A punto de cumplir 64 años, la justicia le guiñó un ojo, con su tercer llamado al Saprissa, mientras se hundía en el sillón a la espera del próximo partido de la liga inglesa, para masticar y digerir – como tantas veces- cada detalle de ese ajedrez en pana verde que suele degustar como el mejor de los manjares.

Habría sido injusto que el futbol lo retirara semi-olvidado, como al viejo erudito que apenas había levantado una lejana copa de Concacaf en el año 93. El título nacional le fue esquivo hasta este diciembre pasado, pese a que dirigió a la Liga, Herediano y Saprissa en varias ocasiones. Cada vez que dejó el banquillo de un equipo grande se fue con la misma etiqueta, colgada por esa mano del destino que le negaba el premio a su trabajo y cultura futbolera.

Solo los estudiosos de ese deporte eran capaces de aquilatar su legado. Había hecho debutar al “Tuma” Martínez, “El Pato” López, Luis Marín, Douglas Sequeira, Álvaro Mesén, entre muchos, y por sus selecciones Sub 20 y Sub 23 pasaron la crema y nata de los futbolistas de las últimas dos décadas. Pero la falta de ese título nacional no le dejaba dormir en paz.

Y su noche de paz llegó el 23 de diciembre anterior. En Alajuela se reconcilió con su pasado, se encontró con el dios de la justicia y la vida le premió por nunca haber traicionado un estilo de jugar al futbol.

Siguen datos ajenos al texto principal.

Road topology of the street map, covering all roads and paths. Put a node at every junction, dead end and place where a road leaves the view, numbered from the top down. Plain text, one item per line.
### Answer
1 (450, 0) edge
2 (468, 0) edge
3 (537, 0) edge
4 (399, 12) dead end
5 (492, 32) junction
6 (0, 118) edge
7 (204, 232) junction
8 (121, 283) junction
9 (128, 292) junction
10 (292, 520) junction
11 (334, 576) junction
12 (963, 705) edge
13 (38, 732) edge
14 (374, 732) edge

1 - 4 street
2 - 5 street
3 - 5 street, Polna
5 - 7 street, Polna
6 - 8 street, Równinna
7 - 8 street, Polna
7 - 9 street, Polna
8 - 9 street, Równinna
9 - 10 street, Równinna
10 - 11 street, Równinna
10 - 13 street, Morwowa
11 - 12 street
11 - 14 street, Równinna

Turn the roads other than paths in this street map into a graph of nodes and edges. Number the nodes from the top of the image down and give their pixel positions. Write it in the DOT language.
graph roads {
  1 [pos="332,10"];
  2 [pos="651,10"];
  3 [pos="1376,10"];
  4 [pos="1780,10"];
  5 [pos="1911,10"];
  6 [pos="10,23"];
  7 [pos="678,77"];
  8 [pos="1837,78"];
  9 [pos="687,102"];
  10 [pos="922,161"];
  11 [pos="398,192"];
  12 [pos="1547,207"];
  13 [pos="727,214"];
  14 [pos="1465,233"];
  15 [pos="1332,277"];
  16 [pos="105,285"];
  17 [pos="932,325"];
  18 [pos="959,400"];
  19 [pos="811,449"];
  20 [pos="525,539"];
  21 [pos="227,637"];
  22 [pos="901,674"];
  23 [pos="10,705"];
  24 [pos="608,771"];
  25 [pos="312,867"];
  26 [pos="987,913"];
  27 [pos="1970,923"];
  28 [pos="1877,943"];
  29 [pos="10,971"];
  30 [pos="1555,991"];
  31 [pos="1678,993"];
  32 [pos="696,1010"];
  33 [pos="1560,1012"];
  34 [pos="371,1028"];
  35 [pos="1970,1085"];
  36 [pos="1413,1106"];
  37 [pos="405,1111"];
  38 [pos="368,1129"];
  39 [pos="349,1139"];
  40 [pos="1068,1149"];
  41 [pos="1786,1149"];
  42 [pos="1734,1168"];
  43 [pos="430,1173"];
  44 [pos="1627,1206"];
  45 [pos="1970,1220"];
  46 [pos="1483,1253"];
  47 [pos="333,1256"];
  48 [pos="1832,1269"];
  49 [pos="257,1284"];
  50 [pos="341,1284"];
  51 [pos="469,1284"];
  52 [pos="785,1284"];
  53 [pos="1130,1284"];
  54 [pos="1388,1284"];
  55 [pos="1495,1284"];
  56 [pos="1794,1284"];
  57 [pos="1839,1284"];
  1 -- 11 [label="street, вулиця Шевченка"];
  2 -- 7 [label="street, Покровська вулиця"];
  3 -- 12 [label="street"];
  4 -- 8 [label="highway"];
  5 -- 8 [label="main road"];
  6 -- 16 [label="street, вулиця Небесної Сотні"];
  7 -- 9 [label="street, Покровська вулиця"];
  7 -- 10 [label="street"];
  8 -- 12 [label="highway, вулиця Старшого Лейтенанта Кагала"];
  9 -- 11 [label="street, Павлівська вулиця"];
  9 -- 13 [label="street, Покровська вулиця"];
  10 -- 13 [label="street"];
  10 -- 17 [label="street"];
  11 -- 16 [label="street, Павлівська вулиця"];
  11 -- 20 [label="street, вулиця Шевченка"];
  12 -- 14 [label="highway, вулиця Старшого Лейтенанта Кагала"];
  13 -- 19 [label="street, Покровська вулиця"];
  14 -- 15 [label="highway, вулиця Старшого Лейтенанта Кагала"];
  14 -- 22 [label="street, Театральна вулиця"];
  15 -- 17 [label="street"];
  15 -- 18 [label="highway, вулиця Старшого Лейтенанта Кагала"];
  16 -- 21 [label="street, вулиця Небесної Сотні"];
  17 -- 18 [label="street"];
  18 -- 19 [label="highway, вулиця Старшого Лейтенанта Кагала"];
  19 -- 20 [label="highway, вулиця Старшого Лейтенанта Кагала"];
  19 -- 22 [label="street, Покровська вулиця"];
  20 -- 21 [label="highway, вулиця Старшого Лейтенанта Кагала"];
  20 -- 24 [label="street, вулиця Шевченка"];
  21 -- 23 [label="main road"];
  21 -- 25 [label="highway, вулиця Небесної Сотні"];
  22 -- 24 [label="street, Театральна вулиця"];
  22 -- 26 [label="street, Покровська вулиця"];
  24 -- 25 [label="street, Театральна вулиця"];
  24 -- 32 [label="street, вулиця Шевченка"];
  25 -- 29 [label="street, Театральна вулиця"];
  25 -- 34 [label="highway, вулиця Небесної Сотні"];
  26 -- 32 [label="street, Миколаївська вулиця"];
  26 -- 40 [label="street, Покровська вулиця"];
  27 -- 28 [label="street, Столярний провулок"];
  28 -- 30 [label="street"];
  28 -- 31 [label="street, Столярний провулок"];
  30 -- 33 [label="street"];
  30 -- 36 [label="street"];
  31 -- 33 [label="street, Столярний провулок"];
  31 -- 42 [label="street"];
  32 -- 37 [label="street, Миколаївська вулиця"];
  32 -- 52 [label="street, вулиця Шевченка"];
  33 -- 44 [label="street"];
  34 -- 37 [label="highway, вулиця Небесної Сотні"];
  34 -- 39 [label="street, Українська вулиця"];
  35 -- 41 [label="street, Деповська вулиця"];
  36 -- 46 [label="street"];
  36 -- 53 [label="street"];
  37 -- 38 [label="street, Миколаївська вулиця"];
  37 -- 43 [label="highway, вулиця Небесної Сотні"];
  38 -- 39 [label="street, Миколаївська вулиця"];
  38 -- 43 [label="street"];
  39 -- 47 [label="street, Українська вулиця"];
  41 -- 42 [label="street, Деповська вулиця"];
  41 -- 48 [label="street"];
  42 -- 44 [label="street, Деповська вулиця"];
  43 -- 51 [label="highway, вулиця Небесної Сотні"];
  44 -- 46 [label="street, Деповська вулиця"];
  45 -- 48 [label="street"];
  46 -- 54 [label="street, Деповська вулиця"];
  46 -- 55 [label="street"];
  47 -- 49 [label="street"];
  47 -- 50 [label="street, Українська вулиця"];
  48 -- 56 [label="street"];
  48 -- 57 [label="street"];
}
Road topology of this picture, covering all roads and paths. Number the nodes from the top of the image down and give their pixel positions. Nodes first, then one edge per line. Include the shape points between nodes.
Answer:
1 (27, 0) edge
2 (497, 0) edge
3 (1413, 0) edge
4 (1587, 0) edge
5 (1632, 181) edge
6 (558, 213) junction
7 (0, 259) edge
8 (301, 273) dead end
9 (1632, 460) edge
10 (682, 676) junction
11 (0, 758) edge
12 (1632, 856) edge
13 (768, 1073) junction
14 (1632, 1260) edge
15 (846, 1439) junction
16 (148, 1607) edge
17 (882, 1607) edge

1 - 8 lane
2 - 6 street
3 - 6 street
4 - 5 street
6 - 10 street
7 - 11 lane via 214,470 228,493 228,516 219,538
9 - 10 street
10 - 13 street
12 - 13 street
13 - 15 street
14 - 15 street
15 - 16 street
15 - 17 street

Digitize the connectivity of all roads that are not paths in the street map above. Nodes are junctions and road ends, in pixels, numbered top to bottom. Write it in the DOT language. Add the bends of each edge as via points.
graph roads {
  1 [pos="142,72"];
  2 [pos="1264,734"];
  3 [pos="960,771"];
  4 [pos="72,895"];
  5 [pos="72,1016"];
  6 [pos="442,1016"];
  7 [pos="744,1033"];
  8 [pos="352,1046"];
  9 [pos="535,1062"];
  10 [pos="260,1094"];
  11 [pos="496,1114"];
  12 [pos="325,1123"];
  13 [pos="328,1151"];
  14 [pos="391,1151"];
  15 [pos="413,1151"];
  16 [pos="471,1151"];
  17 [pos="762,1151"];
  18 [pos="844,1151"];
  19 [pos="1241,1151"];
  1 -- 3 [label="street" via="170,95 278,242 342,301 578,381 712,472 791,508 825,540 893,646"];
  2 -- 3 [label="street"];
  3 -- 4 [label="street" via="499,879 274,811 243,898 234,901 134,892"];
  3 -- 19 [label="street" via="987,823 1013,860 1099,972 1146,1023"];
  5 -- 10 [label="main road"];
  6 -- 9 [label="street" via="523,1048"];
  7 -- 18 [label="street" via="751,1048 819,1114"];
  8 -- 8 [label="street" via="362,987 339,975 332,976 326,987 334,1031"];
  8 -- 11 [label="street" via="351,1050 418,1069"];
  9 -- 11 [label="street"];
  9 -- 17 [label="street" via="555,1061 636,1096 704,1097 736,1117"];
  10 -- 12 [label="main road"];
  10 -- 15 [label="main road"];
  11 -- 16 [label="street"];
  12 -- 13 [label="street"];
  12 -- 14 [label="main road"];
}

En las buenas y en las malas siempre intentó que sus equipos fuesen agresivos, veloces y técnicos. “Los princesos” morados, vilipendiados en los días previos a su llegada, terminaron siendo los mejores intérpretes de esa filosofía futbolística.

El gran aporte del señor Watson Simes a la causa morada pasa por ese papel de papá viejo, paciente y sabiondo, empecinado en enseñar el camino a unos hijos virtuosos pero deslumbrados por los reflectores del estrellato. Con su verbo les encendió la chispa futbolera y al mismo tiempo apagó el incendio que amenazaba con devorar el camerino bajo los sofoques de una rebeldía juvenil mal canalizada.